Open bzbarsky opened 7 years ago
@domenic @wanderview @bakulf
I believe this is an issue with the ReadableStream integration into fetch and SW specs. @yutakahirano and @jungkees might be able to help?
At least in gecko we are planning to do something like this:
I don't know if this helps develop safe spec language or not. Not sure what blink does here.
Edit: Note, implicit in my description above is that a "native stream" or "native inner source" can be read by the native code on any thread. The js thread no longer really matters at that point.
Here is some pseudo code of what I am talking about in https://github.com/w3c/ServiceWorker/issues/1168#issuecomment-317031289. This is from our gecko bug where I'm trying to explain how we can pump the ReadableStream into our native pipe buffering stream. Its a two stage loops to handle blocking on either ReadableStream or the buffer being full.
1) The "outer" loop is doing:
function outer() {
// read next chunk
return stream.reader().read().then(chunk => {
// wait until we have pushed it into the pipe
return inner(chunk);
})
// repeat
.then(outer);
}
2) The "inner" loop is doing:
function inner(chunk) {
return new Promise(resolve => {
let remaining = chunk.length;
let offset = 0;
function writeSegment() {
let written = pipeWriter.write(chunk + offset, remaining);
remaining -= written;
offset += written;
// done
if(remaining < 1) {
resolve();
return;
}
// wait for more room, then loop
pipeWriter.asyncWait(writeSegment);
}
});
};
Sorry I assumed that we could use ES objects in "in parallel" blocks. Does that mean we cannot use promises in an "in parallel" block, too?
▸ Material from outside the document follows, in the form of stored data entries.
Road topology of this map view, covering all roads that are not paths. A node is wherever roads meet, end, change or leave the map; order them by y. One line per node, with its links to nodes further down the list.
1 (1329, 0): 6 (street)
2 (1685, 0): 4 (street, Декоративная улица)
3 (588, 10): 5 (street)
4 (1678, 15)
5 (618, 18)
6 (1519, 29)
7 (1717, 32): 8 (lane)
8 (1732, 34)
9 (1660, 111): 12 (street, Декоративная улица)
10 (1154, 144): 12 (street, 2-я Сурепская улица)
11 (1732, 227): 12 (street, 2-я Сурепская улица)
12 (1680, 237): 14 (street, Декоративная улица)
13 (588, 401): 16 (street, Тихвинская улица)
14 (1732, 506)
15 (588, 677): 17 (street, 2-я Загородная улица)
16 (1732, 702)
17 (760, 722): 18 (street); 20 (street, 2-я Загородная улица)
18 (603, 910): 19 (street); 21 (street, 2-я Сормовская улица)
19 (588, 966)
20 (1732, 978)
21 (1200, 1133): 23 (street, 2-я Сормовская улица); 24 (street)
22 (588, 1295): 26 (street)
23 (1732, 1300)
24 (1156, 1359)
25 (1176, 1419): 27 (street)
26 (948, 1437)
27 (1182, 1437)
Does that mean we cannot use promises in an "in parallel" block, too?
I bet there are a lot of places in the specs that "resolve the promise" in a parallel block. To be technically correct these should probably queue a task on the target realm to resolve the promise. I think.
https://www.w3.org/2001/tag/doc/promises-guide#shorthand-manipulating defines "resolve a promise" as queuing a task to do so, when executed "in parallel". So using that particular shorthand in parallel is ok.
https://w3c.github.io/ServiceWorker/v1/#fetch-event-respondwith step 10.3.1.2.5.1 calls https://fetch.spec.whatwg.org/#concept-get-reader which calls https://streams.spec.whatwg.org/#acquire-readable-stream-reader
This last expects to be called in the usual ES way, with a current Realm and whatnot. But the above-cited step is running "in parallel", and hence has no current Realm.